**Excerpts from a dataset**
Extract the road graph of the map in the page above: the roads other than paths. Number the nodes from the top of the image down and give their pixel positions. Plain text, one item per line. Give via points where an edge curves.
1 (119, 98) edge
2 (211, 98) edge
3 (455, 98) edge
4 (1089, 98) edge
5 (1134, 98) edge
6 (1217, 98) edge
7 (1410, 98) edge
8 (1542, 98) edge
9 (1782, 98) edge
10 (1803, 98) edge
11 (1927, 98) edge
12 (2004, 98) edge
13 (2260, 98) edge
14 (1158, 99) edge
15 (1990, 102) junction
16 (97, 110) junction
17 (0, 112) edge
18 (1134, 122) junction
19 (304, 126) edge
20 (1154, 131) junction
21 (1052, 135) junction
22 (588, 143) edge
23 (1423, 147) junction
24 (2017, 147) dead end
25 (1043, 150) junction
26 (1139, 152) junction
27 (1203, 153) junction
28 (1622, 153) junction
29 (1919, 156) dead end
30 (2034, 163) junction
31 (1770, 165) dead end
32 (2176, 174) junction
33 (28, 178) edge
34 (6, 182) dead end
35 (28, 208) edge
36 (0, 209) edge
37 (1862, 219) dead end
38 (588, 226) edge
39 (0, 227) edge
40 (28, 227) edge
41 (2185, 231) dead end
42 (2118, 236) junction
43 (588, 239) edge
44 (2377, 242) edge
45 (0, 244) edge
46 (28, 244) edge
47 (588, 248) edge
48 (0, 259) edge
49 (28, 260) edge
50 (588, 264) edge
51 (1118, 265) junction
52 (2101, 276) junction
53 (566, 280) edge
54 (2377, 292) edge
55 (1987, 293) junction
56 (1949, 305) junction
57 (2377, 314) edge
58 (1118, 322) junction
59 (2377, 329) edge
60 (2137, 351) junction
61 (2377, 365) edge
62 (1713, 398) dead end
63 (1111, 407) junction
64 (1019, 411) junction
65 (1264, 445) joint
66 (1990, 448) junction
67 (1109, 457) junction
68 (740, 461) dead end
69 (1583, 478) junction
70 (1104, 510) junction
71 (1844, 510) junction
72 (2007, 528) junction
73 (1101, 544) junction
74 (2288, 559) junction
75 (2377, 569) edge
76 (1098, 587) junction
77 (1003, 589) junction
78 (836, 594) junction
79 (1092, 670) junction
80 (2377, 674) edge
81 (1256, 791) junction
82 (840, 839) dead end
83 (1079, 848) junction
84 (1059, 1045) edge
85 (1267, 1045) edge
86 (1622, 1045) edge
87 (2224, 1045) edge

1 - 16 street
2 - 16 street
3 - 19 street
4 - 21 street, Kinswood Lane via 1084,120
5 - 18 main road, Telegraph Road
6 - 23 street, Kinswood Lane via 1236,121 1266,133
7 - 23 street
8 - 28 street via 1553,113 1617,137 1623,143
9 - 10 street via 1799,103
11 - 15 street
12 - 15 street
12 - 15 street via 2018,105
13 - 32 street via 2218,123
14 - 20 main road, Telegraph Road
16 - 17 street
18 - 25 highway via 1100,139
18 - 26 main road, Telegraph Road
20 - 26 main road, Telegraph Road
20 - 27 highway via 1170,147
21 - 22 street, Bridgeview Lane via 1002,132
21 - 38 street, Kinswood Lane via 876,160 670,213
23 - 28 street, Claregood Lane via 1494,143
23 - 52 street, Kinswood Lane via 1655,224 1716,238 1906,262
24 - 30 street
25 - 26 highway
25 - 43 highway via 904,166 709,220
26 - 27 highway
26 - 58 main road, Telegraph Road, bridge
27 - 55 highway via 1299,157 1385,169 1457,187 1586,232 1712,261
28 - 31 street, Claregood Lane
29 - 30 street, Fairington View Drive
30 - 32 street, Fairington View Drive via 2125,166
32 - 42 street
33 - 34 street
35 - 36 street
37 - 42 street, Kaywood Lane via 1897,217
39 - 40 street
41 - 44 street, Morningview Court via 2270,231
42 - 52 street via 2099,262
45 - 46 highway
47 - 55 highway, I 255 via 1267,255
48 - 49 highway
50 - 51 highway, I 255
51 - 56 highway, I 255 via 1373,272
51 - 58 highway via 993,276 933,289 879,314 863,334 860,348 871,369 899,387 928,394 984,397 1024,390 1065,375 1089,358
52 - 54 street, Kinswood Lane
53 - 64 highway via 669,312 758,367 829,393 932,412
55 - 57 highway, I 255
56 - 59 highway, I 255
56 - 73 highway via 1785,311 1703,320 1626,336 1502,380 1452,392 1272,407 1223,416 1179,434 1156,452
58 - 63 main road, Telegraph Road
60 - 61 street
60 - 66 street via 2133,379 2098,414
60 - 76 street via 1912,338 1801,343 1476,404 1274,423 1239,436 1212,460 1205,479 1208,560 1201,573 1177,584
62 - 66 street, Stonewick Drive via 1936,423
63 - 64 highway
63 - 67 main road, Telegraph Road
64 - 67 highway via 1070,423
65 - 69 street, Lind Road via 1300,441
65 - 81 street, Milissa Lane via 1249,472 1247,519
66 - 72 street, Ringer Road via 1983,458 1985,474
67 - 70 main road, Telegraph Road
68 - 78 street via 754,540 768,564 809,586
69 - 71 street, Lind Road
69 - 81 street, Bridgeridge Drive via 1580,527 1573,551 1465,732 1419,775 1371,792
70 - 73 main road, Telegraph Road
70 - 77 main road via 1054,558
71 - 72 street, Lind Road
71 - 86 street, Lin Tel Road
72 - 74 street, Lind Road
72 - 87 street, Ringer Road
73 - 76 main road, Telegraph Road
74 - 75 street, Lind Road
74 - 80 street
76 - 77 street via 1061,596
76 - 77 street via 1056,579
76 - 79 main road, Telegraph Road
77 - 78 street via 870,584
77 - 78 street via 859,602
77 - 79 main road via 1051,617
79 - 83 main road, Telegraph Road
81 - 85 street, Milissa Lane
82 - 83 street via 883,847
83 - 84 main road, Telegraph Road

**PROMPT**
Copy out all the entries exactly once more.

**OUTPUT OF THE EXERCISE**
Extract the road graph of the map in the page above: the roads other than paths. Number the nodes from the top of the image down and give their pixel positions. Plain text, one item per line. Give via points where an edge curves.
1 (119, 98) edge
2 (211, 98) edge
3 (455, 98) edge
4 (1089, 98) edge
5 (1134, 98) edge
6 (1217, 98) edge
7 (1410, 98) edge
8 (1542, 98) edge
9 (1782, 98) edge
10 (1803, 98) edge
11 (1927, 98) edge
12 (2004, 98) edge
13 (2260, 98) edge
14 (1158, 99) edge
15 (1990, 102) junction
16 (97, 110) junction
17 (0, 112) edge
18 (1134, 122) junction
19 (304, 126) edge
20 (1154, 131) junction
21 (1052, 135) junction
22 (588, 143) edge
23 (1423, 147) junction
24 (2017, 147) dead end
25 (1043, 150) junction
26 (1139, 152) junction
27 (1203, 153) junction
28 (1622, 153) junction
29 (1919, 156) dead end
30 (2034, 163) junction
31 (1770, 165) dead end
32 (2176, 174) junction
33 (28, 178) edge
34 (6, 182) dead end
35 (28, 208) edge
36 (0, 209) edge
37 (1862, 219) dead end
38 (588, 226) edge
39 (0, 227) edge
40 (28, 227) edge
41 (2185, 231) dead end
42 (2118, 236) junction
43 (588, 239) edge
44 (2377, 242) edge
45 (0, 244) edge
46 (28, 244) edge
47 (588, 248) edge
48 (0, 259) edge
49 (28, 260) edge
50 (588, 264) edge
51 (1118, 265) junction
52 (2101, 276) junction
53 (566, 280) edge
54 (2377, 292) edge
55 (1987, 293) junction
56 (1949, 305) junction
57 (2377, 314) edge
58 (1118, 322) junction
59 (2377, 329) edge
60 (2137, 351) junction
61 (2377, 365) edge
62 (1713, 398) dead end
63 (1111, 407) junction
64 (1019, 411) junction
65 (1264, 445) joint
66 (1990, 448) junction
67 (1109, 457) junction
68 (740, 461) dead end
69 (1583, 478) junction
70 (1104, 510) junction
71 (1844, 510) junction
72 (2007, 528) junction
73 (1101, 544) junction
74 (2288, 559) junction
75 (2377, 569) edge
76 (1098, 587) junction
77 (1003, 589) junction
78 (836, 594) junction
79 (1092, 670) junction
80 (2377, 674) edge
81 (1256, 791) junction
82 (840, 839) dead end
83 (1079, 848) junction
84 (1059, 1045) edge
85 (1267, 1045) edge
86 (1622, 1045) edge
87 (2224, 1045) edge

1 - 16 street
2 - 16 street
3 - 19 street
4 - 21 street, Kinswood Lane via 1084,120
5 - 18 main road, Telegraph Road
6 - 23 street, Kinswood Lane via 1236,121 1266,133
7 - 23 street
8 - 28 street via 1553,113 1617,137 1623,143
9 - 10 street via 1799,103
11 - 15 street
12 - 15 street
12 - 15 street via 2018,105
13 - 32 street via 2218,123
14 - 20 main road, Telegraph Road
16 - 17 street
18 - 25 highway via 1100,139
18 - 26 main road, Telegraph Road
20 - 26 main road, Telegraph Road
20 - 27 highway via 1170,147
21 - 22 street, Bridgeview Lane via 1002,132
21 - 38 street, Kinswood Lane via 876,160 670,213
23 - 28 street, Claregood Lane via 1494,143
23 - 52 street, Kinswood Lane via 1655,224 1716,238 1906,262
24 - 30 street
25 - 26 highway
25 - 43 highway via 904,166 709,220
26 - 27 highway
26 - 58 main road, Telegraph Road, bridge
27 - 55 highway via 1299,157 1385,169 1457,187 1586,232 1712,261
28 - 31 street, Claregood Lane
29 - 30 street, Fairington View Drive
30 - 32 street, Fairington View Drive via 2125,166
32 - 42 street
33 - 34 street
35 - 36 street
37 - 42 street, Kaywood Lane via 1897,217
39 - 40 street
41 - 44 street, Morningview Court via 2270,231
42 - 52 street via 2099,262
45 - 46 highway
47 - 55 highway, I 255 via 1267,255
48 - 49 highway
50 - 51 highway, I 255
51 - 56 highway, I 255 via 1373,272
51 - 58 highway via 993,276 933,289 879,314 863,334 860,348 871,369 899,387 928,394 984,397 1024,390 1065,375 1089,358
52 - 54 street, Kinswood Lane
53 - 64 highway via 669,312 758,367 829,393 932,412
55 - 57 highway, I 255
56 - 59 highway, I 255
56 - 73 highway via 1785,311 1703,320 1626,336 1502,380 1452,392 1272,407 1223,416 1179,434 1156,452
58 - 63 main road, Telegraph Road
60 - 61 street
60 - 66 street via 2133,379 2098,414
60 - 76 street via 1912,338 1801,343 1476,404 1274,423 1239,436 1212,460 1205,479 1208,560 1201,573 1177,584
62 - 66 street, Stonewick Drive via 1936,423
63 - 64 highway
63 - 67 main road, Telegraph Road
64 - 67 highway via 1070,423
65 - 69 street, Lind Road via 1300,441
65 - 81 street, Milissa Lane via 1249,472 1247,519
66 - 72 street, Ringer Road via 1983,458 1985,474
67 - 70 main road, Telegraph Road
68 - 78 street via 754,540 768,564 809,586
69 - 71 street, Lind Road
69 - 81 street, Bridgeridge Drive via 1580,527 1573,551 1465,732 1419,775 1371,792
70 - 73 main road, Telegraph Road
70 - 77 main road via 1054,558
71 - 72 street, Lind Road
71 - 86 street, Lin Tel Road
72 - 74 street, Lind Road
72 - 87 street, Ringer Road
73 - 76 main road, Telegraph Road
74 - 75 street, Lind Road
74 - 80 street
76 - 77 street via 1061,596
76 - 77 street via 1056,579
76 - 79 main road, Telegraph Road
77 - 78 street via 870,584
77 - 78 street via 859,602
77 - 79 main road via 1051,617
79 - 83 main road, Telegraph Road
81 - 85 street, Milissa Lane
82 - 83 street via 883,847
83 - 84 main road, Telegraph Road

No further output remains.